Mas os “desafios contínuos”, como diz o relatório, que persistem apesar da isenção mostram que isso não é suficiente. O relatório cobre várias brechas na Licença Geral que continuam causando problemas, por exemplo. Nem os nomes na Lista de Cidadãos Especialmente Designados e Pessoas Bloqueadas (SDN) do Tesouro – indivíduos e empresas especificamente escolhidos por Washington para sanção – nem as leis dos EUA contra o fornecimento de apoio material a terroristas são cobertos pela isenção, o que significa que a assistência humanitária é sufocada por bloqueios nas cadeias de abastecimento e canais de pagamento.
Um indivíduo afirma que o medo de ser enredado em estatutos de apoio material “tem sido um grande problema desde o terremoto” para bancos e empresas, de acordo com o relatório. E, embora tenha havido melhora nas transferências de pagamentos, afirma, as ONGs ainda relatam que as instituições financeiras estão evitando o país devido aos riscos legais e burocráticos envolvidos, dificultando a obtenção de recursos para ajuda humanitária.
Também há confusão em torno das definições legais na isenção de sanções, de acordo com o relatório. Embora a Licença Geral permita transações com o governo sírio, a redação do que realmente se qualifica como “o governo sírio” deixa de fora entidades controladas pelo estado ou aquelas nas quais o governo detém participação majoritária. Da mesma forma, a confusão reina sobre que tipo de esforços de socorro são realmente permitidos legalmente, de acordo com o relatório. As sanções dos EUA reprimem qualquer um “considerado contribuir para a reconstrução da Síria”, mas a isenção permite a “restauração”, reabilitação e “reforma” de várias instalações e infraestrutura – seja lá o que esses termos signifiquem. Embora essas escolhas de palavras possam parecer uma questão irrelevante de semântica, errar pode significar problemas legais e econômicos.
Falhas semelhantes, mas menos volumosas, podem ser encontradas nas isenções de sanções emitidas pela UE, Reino Unido e Suíça. Isso inclui a duração identicamente curta das isenções, o tempo necessário para implementá-las e o fato de que os bens de “uso duplo” – aqueles que podem ter usos humanitários e militares – são deixados de fora.

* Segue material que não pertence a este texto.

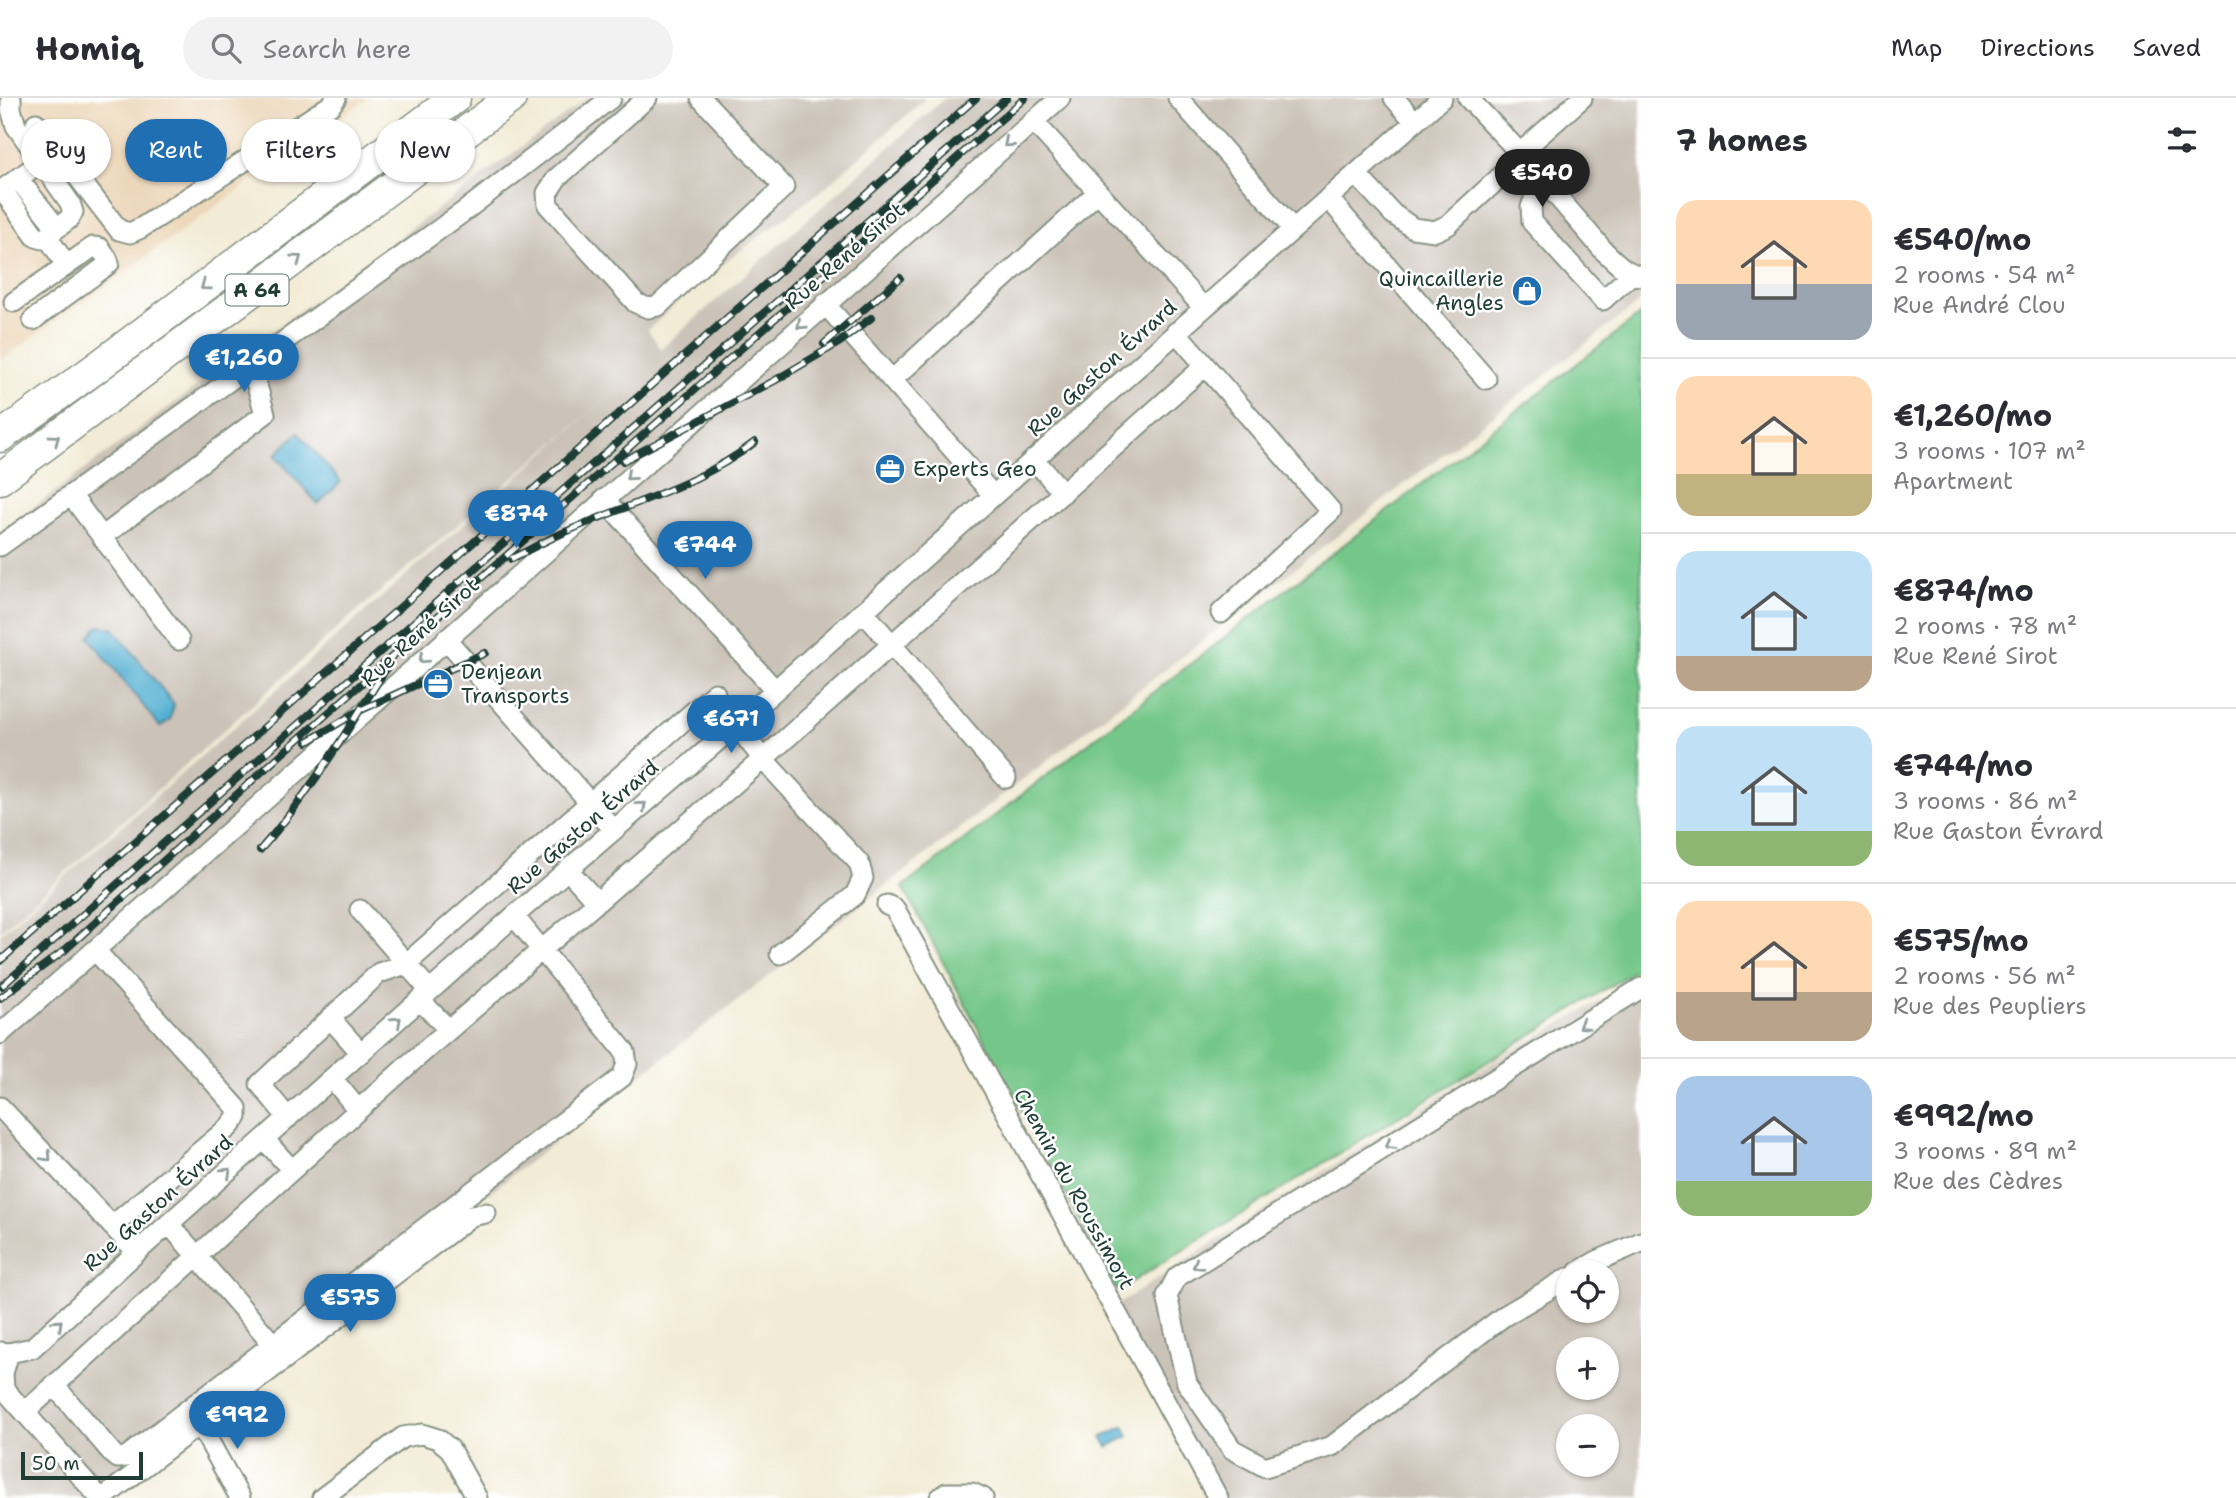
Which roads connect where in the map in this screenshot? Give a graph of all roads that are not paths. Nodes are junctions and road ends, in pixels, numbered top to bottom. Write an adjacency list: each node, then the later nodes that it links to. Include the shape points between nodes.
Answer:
1 (11, 98): 16 (street)
2 (336, 98): 22 (street, via 130,233 119,230)
3 (455, 98): 38 (highway, A 64, one-way to 38)
4 (511, 98): 40 (highway, A 64, one-way to 4)
5 (611, 98): 34 (street, via 466,210)
6 (647, 98): 7 (street, via 547,192 548,205 636,303 648,308 657,306 784,187)
7 (701, 98)
8 (1060, 98): 14 (street, Rue René Sirot)
9 (1178, 98): 25 (street)
10 (1394, 98): 15 (street)
11 (1442, 98): 15 (street, Rue Gaston Évrard)
12 (1468, 98): 17 (street)
13 (1582, 98): 17 (street)
14 (1032, 121): 23 (street); 30 (street, Rue René Sirot, one-way to 30)
15 (1415, 122): 18 (street, Rue Gaston Évrard)
16 (21, 133)
17 (1520, 153): 18 (street, via 1488,188 1435,232 1413,228 1393,214); 20 (street)
18 (1356, 174): 24 (street, Rue Gaston Évrard)
19 (21, 177): 26 (street, via 6,187 6,195 36,237 43,239)
20 (1542, 178): 28 (street, via 1619,266); 28 (street, via 1531,207 1532,222 1603,300)
21 (55, 182): 26 (street, via 73,212)
22 (82, 182)
23 (1098, 192): 31 (street); 37 (street)
24 (1328, 198): 25 (street, Rue Gaston Évrard); 36 (street)
25 (1293, 229): 31 (street, Rue Gaston Évrard)
26 (52, 232): 27 (street)
27 (66, 265): 29 (street); 32 (street, via 93,247 100,248 108,263)
28 (1636, 275)
29 (14, 302)
30 (825, 304): 37 (street); 44 (street, Rue René Sirot, one-way to 44)
31 (1203, 307): 33 (street, Rue Gaston Évrard)
32 (33, 320)
33 (1176, 332): 35 (street); 39 (street, Rue Gaston Évrard)
34 (251, 364): 42 (street); 45 (street, via 264,414)
35 (1205, 366): 41 (street); 48 (street, via 1331,511)
36 (1486, 379)
37 (892, 380): 43 (street)
38 (0, 437)
39 (1034, 459): 41 (street); 43 (street, Rue Gaston Évrard)
40 (0, 479)
41 (1063, 493): 51 (street)
42 (71, 495): 45 (street); 46 (street)
43 (993, 495): 47 (street, Rue Gaston Évrard)
44 (604, 499): 49 (street, Rue René Sirot); 52 (street)
45 (103, 537): 50 (street)
46 (0, 546)
47 (863, 611): 51 (street); 52 (street, Rue Gaston Évrard)
48 (1221, 613)
49 (446, 639): 57 (street); 64 (street, Rue René Sirot, one-way to 64)
50 (178, 640)
51 (891, 643): 55 (street); 56 (street)
52 (775, 690): 54 (street, Rue Gaston Évrard)
53 (715, 693): 57 (street)
54 (736, 725): 55 (street); 58 (street, Rue Gaston Évrard, one-way to 54)
55 (763, 759): 60 (street); 66 (street, via 859,863 863,878 855,895)
56 (1006, 778)
57 (589, 803): 58 (street); 67 (street)
58 (614, 830): 59 (street, Rue Gaston Évrard)
59 (568, 870): 60 (street); 63 (street, Rue Gaston Évrard)
60 (597, 902): 65 (street)
61 (887, 905): 100 (street, Chemin du Roussimort, via 895,909)
62 (360, 911): 67 (street)
63 (514, 916): 65 (street); 69 (street, Rue Gaston Évrard)
64 (96, 950): 72 (street, Rue René Sirot); 82 (street, via 237,1108 229,1127)
65 (541, 951): 71 (street); 88 (street, via 625,1052 622,1077)
66 (780, 954)
67 (406, 964): 69 (street); 70 (street, via 379,973)
68 (1641, 988): 87 (street, one-way to 87, via 1177,1277 1167,1296 1187,1383 1232,1448 1265,1467 1332,1446 1504,1316)
69 (425, 996): 71 (street); 73 (street, Rue Gaston Évrard, one-way to 69)
70 (331, 1019): 73 (street); 77 (street, via 260,1084)
71 (449, 1030): 76 (street)
72 (0, 1034)
73 (361, 1053): 74 (street, Rue Gaston Évrard)
74 (332, 1078): 76 (street); 77 (street, Rue Gaston Évrard)
75 (0, 1107): 82 (street, one-way to 82)
76 (358, 1110): 79 (street)
77 (288, 1118): 78 (street, Rue Gaston Évrard)
78 (264, 1139): 79 (street); 81 (street, Rue Gaston Évrard, one-way to 78)
79 (292, 1170): 85 (street)
80 (486, 1213): 93 (street, via 471,1216)
81 (169, 1224): 84 (street, Rue Gaston Évrard); 85 (street)
82 (112, 1226): 84 (street)
83 (1641, 1242): 86 (street)
84 (137, 1252): 89 (street, Rue Gaston Évrard, one-way to 84, via 32,1348)
85 (197, 1255): 88 (street); 91 (street)
86 (1599, 1260)
87 (1556, 1285)
88 (273, 1344): 91 (street, via 126,1457 113,1454)
89 (4, 1352): 90 (street)
90 (1, 1374): 92 (street, via 5,1389)
91 (54, 1385): 92 (street)
92 (25, 1412): 94 (street)
93 (199, 1423): 94 (street); 95 (street)
94 (102, 1498)
95 (240, 1498)
96 (322, 1498): 97 (street, via 404,1437 422,1434 450,1449)
97 (477, 1498)
98 (940, 1498): 99 (street, via 946,1493)
99 (983, 1498)
100 (1218, 1498)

As conclusões do relatório apontam para uma série de possíveis próximos passos que o governo Biden poderia tomar enquanto a Síria continua sofrendo sob as condições de guerra, sanções e agora um desastre mortal. Isso pode incluir esclarecimentos adicionais sobre o texto da Licença Geral e sobre o que é legalmente permitido para organizações humanitárias e instituições financeiras fazerem. Outra óbvia seria estender a isenção por no mínimo mais seis meses – embora isso, novamente, frustrasse os esforços de reconstrução que são expressamente proibidos na Licença Geral se demorarem mais de 180 dias.
Esse fato aponta para o que o governo Biden e seus aliados na verdade deveria fazer: suspender totalmente as sanções contra a Síria. Eles já eram altamente questionáveis, uma vez que falharam em atingir qualquer um de seus objetivos, enquanto infligiam todo o sofrimento aos sírios comuns, em vez dos governantes repressivos, corruptos e antidemocráticos que deveriam punir. O fato de que, apesar das isenções, eles continuam a sufocar o trabalho de reconstrução e, assim, sobrecarregar ainda mais o sofrimento de sírios inocentes, os torna completamente injustificáveis.